Nachwuchstraining von Talenten ist Voraussetzungstraining, für das folgende Jahr, für das Anschlusstraining und für das Hochleistungstraining.
Der Hauptweg zur Sicherung der Leistungsentwicklung ist eine Belastungssteigerung in Einheit von Quantität und Qualität.
Die Trainingsbelastung ist die zentrale Kategorie und Voraussetzung für den Leistungsfortschritt.
Der Grad der technischen Fertigkeiten bestimmt die Fähigkeit, die angestrebte Wettkampfleistung bei hoher Laufökonomie abrufen zu können, wesentlich.
Für jüngere Athleten erfolgt eine Belastungssteigerung im umfassenden Sinne (unter Einbeziehung aller Bereiche – komplexes Training).

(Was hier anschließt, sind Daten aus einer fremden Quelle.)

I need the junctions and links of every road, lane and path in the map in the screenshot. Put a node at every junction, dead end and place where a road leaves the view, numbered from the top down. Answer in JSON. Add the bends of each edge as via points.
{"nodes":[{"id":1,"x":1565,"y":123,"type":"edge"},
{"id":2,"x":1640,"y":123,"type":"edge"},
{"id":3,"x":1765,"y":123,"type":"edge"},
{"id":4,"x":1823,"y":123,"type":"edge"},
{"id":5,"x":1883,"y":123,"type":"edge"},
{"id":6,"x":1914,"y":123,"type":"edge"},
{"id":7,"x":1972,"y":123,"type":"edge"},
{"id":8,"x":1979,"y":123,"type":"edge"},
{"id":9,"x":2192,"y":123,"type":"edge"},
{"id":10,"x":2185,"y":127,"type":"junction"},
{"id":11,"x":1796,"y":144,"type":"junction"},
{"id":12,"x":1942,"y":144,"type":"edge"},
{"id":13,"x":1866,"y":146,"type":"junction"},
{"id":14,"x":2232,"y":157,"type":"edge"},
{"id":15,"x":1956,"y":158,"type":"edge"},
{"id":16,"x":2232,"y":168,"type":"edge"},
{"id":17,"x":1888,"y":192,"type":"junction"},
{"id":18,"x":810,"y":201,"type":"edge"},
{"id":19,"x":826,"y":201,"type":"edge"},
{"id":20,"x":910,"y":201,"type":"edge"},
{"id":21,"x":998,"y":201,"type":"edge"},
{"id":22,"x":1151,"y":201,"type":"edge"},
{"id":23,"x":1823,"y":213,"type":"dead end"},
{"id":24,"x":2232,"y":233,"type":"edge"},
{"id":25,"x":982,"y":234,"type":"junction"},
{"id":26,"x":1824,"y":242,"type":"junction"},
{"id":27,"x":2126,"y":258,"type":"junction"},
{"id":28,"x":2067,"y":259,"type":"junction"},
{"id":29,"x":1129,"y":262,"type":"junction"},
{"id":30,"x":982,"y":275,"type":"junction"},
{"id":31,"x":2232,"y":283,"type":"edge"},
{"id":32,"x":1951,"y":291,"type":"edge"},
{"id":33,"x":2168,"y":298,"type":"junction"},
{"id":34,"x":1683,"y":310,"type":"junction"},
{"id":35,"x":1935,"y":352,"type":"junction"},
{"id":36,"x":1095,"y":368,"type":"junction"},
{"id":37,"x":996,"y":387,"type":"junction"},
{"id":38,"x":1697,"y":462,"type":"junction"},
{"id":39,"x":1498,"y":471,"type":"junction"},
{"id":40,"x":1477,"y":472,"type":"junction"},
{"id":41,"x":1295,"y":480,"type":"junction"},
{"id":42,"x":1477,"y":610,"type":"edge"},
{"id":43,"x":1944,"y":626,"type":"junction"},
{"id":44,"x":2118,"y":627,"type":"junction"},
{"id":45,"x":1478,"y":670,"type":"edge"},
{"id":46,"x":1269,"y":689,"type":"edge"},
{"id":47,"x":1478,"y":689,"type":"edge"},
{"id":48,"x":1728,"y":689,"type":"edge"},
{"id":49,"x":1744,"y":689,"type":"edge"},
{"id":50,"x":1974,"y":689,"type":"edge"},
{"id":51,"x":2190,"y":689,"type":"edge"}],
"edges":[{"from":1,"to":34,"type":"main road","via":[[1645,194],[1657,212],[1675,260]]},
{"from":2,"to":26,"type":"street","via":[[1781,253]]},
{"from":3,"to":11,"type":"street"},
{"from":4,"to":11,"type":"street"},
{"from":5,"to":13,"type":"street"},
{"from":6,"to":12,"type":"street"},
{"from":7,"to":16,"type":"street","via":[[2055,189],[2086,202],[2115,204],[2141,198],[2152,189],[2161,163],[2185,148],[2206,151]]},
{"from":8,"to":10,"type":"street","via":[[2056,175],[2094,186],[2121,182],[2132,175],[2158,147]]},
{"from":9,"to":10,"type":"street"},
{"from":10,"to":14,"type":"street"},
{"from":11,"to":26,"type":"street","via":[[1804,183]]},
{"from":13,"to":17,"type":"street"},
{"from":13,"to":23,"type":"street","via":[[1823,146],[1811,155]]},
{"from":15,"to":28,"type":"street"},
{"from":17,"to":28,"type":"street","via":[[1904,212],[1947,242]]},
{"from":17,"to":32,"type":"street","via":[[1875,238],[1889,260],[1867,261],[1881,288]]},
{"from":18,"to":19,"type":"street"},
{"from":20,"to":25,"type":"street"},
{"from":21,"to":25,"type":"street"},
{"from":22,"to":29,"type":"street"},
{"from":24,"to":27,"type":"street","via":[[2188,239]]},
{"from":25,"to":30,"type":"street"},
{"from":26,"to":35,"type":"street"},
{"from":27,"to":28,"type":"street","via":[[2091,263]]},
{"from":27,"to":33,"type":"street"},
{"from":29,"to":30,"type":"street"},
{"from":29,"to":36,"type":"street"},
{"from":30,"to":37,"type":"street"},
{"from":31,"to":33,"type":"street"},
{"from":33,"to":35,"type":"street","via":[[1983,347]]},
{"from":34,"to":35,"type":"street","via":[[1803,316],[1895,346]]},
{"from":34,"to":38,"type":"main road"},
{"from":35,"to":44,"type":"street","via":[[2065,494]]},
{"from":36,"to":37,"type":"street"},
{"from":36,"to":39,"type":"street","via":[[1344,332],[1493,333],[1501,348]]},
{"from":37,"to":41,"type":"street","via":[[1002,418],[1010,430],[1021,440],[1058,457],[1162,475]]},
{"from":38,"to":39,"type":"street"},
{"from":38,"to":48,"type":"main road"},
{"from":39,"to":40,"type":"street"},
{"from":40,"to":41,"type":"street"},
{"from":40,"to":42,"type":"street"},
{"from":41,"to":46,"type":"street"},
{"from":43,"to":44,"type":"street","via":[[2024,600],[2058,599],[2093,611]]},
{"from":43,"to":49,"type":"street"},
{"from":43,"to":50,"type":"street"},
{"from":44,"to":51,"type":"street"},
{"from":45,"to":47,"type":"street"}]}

Für ältere Athleten in Höhepunktjahren unter vorrangiger Erhöhung der leistungsbestimmenden Faktoren (spezielles Training). Die Wettkampfleistung wird vor allem durch den realisierten Umfang im Geschwindigkeitsbereich zwischen 93-105 % vom Leistungsziel ermöglicht.
Die Trainingsstruktur ist auf die Anforderungen der Leistungsziele auf der Spezialstrecke und der Unterdistanzstrecke auszurichten. Individuelle Schwächen werden vor allem im ersten Teil der Vorbereitungsperioden „bekämpft“. Das absolvierte Wintertraining entscheidet darüber, ob im Frühjahr das erforderliche neue, höhere Belastungsniveau zur Erreichung der persönlichen Bestleistung realisiert werden kann.
Eine höhere Spezifik in der Trainingsbelastung erfordert vorbereitend immer wieder einen höheren Aufwand zur Sicherung der Belastungsverträglichkeit bzw. Belastbarkeit:
im Umfang und der Qualität des allgemeinen und speziellen Krafttrainings (Fußkraft), der Koordination sowie des Beweglichkeitstrainings.
Eine steigende Belastung erfordert auch eine verbesserte Vor- und Nachbereitung des Trainings und der Wettkämpfe:
trainingsmethodisch,
sportmedizinisch/physiotherapeutisch/pharmakologisch,
psychisch (mentale Einstellung auf höhere Trainingsbelastungen und harte „Gefechte“ in Wettkämpfen – konzentriert – selbstbewusst – kampfbereit – aber möglichst entspannt).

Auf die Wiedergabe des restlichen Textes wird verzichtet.